Красный век. Эпоха и ее поэты. В 2 книгах — страница 119 из 160

Срубленное дерево не вянет,

с новою встречается судьбой

и уже при коммунизме станет

домом или дымом над трубой.

«Коммунизм» — главное слово. Рядом — «Советская власть», твердо знающая, «как зовется счастье». Рядом — «Советский строй», в котором нет места захребетникам и негодяям. Ленин, которого надо сберечь в наших душах. Ленин, который «бессмертным жестом» зовет учиться. Ленин, который зовет торговать. Ленин, именем которого «вот-вот она возьмется дружно, весна Двадцатого партсъезда».

Это не ритуальные заклинания, столь обычные в среднестатистической поэзии зрелого социализма, это живая упрямая вера, с отстаиванием «единственного нашего пути», с упором на конкретные дела (ценность «путевок ЦК», шум «открытых партсобраний»), с отданием своей воли в ее, партии, распоряжение. «Партия рачительней меня, богатства революции храня, отстаивает все, что сердцу свято, и раненых выносит из огня, выхаживая каждого солдата…»

К 1956 году такую неубитую веру надо еще поискать!

И вот вождь этой самой партии, только что объявивший «весну» с трибуны Двадцатого партсъезда, находит мишень для своих идеологических проработок. Оборот такой: вот писатель Соболев хоть и не член партии, а партии помогает, а вот поэт Алигер хоть и член партии, а партии мешает.

Поэт Алигер, только что составившая чересчур либеральный альманах «Литературная Москва», должна бы покаяться. Не дождетесь! Но каково верующей коммунистке слушать такое! Воистину жизнь испытывает ее, выбивая из-под ног опоры. Впрочем, от опоры «еврейской» сама отказалась, но что делать теперь? Отказаться от сознательно избранной опоры коммунистической?

«Я ведь по природе однолюб…»

А жить еще предстоит — треть века! До 1992 года суждено дожить, до времени, когда сама партия побежит из-под своих знамен…

Чем спасать душу?

Тем, что коммунизм жив за рубежами «моей земли, моей твердыни»? Да, тамошние помогают держаться: Неруда и Арагон, Ибаррури и Че-Гевара. Тени Димитрова и Альенде… «Жолио-Кюри, Барбюс и Жорес, Поль Элюар, Ланжевен и Торез…» Стены кладбища, где французы сумели сохранить прах Революции. Стены Бухенвальда, где казнили коммунистов немецких…
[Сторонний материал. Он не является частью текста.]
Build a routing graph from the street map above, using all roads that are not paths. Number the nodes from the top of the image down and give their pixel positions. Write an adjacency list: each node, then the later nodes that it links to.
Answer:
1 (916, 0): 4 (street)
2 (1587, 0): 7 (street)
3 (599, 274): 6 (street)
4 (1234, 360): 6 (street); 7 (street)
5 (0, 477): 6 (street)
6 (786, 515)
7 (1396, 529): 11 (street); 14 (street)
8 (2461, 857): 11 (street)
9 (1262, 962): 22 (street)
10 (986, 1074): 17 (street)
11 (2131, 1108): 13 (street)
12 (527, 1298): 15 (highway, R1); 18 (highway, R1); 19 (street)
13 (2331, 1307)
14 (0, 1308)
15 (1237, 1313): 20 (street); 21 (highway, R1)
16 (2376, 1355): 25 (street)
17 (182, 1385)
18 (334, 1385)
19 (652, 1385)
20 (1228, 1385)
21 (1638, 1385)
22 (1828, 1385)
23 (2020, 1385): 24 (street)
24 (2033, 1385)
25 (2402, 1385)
А тут что же? Ведь «жизнь моя — всего лишь весть из России, из России…»

Старый дом, что же нам остается с тобой?

Навсегда отгремел наш проигранный бой…

Если все, чем мы жили, всего только сон,

отчего же так жаль, что кончается он?

Есть старый способ вернуть «сон» к реальности, способ, коим было заворожено все поколение, бросившееся в Коммунизм и Поэзию. Все записать!

«Когда-нибудь я напишу рассказ… Когда-нибудь я повесть напишу… Когда-нибудь я напишу роман…» — рефреном звучит через всю жизнь. «Пиши скорей, не медли, слышишь, весь мир, весь путь, весь опыт свой. Пойми, ведь то, что ты напишешь, не может написать другой»… Напишешь — спасешься. «Если все с чем нельзя смириться, сделать песней или рассказом, — перелитая в строгую форму, боль от сердца отхлынет разом»…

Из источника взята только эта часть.